===== DATA FOR REVIEW =====

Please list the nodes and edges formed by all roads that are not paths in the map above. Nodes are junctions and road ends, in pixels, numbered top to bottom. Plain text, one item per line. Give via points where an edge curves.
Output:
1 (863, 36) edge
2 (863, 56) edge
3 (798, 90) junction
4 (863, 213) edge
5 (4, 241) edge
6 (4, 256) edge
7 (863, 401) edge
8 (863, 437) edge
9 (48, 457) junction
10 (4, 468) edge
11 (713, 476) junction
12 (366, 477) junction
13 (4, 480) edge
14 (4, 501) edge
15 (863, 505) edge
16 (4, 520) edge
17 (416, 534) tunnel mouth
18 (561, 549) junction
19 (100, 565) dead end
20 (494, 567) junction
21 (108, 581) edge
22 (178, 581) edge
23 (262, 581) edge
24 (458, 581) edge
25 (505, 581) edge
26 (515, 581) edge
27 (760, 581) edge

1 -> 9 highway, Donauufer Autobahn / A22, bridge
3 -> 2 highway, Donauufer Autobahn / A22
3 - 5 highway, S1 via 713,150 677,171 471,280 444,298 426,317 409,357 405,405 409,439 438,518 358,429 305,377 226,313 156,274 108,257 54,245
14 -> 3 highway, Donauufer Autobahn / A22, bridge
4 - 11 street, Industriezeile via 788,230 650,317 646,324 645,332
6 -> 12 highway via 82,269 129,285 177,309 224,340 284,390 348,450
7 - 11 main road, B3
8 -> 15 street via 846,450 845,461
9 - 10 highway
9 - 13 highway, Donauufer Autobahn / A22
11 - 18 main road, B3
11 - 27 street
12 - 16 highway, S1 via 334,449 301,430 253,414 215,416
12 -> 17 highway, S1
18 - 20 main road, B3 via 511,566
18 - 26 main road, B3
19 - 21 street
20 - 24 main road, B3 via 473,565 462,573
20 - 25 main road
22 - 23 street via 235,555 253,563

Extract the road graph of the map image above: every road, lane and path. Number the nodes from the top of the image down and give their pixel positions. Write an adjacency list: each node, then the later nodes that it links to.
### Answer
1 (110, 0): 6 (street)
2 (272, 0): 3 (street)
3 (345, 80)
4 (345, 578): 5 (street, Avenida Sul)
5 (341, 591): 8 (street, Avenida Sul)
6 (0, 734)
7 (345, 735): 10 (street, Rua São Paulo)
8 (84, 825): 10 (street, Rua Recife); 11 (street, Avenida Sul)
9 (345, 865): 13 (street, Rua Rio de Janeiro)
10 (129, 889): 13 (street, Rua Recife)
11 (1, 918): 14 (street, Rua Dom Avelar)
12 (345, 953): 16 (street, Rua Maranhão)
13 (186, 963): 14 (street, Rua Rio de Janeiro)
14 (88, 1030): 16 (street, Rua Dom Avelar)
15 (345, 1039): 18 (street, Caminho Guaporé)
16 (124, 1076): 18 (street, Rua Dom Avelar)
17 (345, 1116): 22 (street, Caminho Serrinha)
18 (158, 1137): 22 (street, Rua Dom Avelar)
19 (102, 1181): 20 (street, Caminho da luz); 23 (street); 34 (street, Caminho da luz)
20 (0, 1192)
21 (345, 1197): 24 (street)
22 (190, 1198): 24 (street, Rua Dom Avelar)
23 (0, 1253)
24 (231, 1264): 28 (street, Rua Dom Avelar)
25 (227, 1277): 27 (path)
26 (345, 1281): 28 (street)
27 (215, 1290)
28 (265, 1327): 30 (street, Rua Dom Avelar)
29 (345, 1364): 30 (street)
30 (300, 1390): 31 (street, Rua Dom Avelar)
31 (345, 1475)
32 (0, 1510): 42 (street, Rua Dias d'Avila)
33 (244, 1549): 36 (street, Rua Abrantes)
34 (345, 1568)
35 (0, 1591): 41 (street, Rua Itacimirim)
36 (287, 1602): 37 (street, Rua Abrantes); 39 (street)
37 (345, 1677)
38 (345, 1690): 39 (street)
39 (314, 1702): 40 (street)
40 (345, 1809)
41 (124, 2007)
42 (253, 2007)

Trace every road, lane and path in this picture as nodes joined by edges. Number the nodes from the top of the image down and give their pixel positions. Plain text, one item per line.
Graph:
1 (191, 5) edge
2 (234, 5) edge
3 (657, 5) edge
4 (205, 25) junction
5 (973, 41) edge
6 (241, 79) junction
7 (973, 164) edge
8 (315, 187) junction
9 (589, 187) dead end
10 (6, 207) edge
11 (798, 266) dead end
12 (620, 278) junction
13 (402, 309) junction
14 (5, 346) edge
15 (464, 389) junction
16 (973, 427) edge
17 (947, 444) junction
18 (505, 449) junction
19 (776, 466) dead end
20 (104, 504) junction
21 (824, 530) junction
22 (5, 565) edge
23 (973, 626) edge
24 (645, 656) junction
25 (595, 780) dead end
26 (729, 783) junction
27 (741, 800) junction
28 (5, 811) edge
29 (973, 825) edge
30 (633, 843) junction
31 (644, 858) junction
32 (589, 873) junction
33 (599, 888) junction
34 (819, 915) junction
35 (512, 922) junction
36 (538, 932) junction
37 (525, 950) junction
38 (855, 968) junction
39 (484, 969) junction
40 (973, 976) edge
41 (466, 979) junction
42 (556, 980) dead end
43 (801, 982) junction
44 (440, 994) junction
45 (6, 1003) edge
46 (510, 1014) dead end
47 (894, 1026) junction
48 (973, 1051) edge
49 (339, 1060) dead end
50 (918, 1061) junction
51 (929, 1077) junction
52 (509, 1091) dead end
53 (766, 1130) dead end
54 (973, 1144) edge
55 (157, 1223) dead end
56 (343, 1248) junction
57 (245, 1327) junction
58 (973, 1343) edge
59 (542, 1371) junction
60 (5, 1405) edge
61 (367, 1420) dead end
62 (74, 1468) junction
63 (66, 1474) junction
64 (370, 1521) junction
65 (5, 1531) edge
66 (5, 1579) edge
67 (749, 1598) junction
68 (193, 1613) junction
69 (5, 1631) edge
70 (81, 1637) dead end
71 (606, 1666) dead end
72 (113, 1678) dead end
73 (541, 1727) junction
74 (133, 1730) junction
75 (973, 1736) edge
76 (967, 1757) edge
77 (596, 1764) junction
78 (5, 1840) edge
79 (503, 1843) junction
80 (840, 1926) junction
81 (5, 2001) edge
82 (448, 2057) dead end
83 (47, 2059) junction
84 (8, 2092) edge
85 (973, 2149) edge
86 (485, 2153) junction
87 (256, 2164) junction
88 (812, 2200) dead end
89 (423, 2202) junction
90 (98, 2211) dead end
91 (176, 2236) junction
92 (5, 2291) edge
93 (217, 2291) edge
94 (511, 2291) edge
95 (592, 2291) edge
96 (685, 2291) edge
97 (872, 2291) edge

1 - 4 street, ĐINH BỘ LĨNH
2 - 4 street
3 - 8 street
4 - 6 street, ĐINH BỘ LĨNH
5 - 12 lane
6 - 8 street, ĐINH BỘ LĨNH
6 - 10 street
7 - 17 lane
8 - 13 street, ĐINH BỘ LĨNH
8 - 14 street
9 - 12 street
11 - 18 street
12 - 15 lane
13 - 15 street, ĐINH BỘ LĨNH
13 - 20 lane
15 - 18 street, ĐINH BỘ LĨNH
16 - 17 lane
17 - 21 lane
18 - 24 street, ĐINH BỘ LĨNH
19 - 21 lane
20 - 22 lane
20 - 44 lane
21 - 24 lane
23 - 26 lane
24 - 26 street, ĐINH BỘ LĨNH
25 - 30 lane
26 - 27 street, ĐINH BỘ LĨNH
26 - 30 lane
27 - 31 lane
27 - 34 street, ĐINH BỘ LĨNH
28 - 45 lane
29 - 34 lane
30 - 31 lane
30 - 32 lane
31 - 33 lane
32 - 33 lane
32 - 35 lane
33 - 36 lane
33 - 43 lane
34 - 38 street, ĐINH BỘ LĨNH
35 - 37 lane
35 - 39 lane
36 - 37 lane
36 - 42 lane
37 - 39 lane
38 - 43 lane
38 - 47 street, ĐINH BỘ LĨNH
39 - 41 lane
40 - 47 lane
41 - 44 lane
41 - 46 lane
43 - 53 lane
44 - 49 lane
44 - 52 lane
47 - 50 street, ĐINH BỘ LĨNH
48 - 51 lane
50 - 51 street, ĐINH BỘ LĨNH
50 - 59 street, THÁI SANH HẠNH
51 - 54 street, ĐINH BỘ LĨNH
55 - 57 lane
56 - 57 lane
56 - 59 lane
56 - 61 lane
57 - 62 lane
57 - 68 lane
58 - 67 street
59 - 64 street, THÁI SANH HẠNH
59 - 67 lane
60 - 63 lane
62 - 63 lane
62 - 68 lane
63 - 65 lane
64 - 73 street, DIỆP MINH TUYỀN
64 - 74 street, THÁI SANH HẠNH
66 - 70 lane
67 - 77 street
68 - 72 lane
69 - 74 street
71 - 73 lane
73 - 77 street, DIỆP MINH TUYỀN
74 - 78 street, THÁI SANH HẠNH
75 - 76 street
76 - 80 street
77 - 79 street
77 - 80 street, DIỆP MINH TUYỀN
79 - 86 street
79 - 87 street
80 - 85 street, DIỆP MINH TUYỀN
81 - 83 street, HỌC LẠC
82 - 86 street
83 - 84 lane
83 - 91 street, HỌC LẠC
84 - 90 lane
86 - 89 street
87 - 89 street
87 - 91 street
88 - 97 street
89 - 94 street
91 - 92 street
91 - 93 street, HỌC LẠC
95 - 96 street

=====

** TASK GOAL **
Every line in the entries above that mentions the word "edges" must be shown.

** OUTPUT FOR THIS TASK **
Please list the nodes and edges formed by all roads that are not paths in the map above. Nodes are junctions and road ends, in pixels, numbered top to bottom. Plain text, one item per line. Give via points where an edge curves.
Trace every road, lane and path in this picture as nodes joined by edges. Number the nodes from the top of the image down and give their pixel positions. Plain text, one item per line.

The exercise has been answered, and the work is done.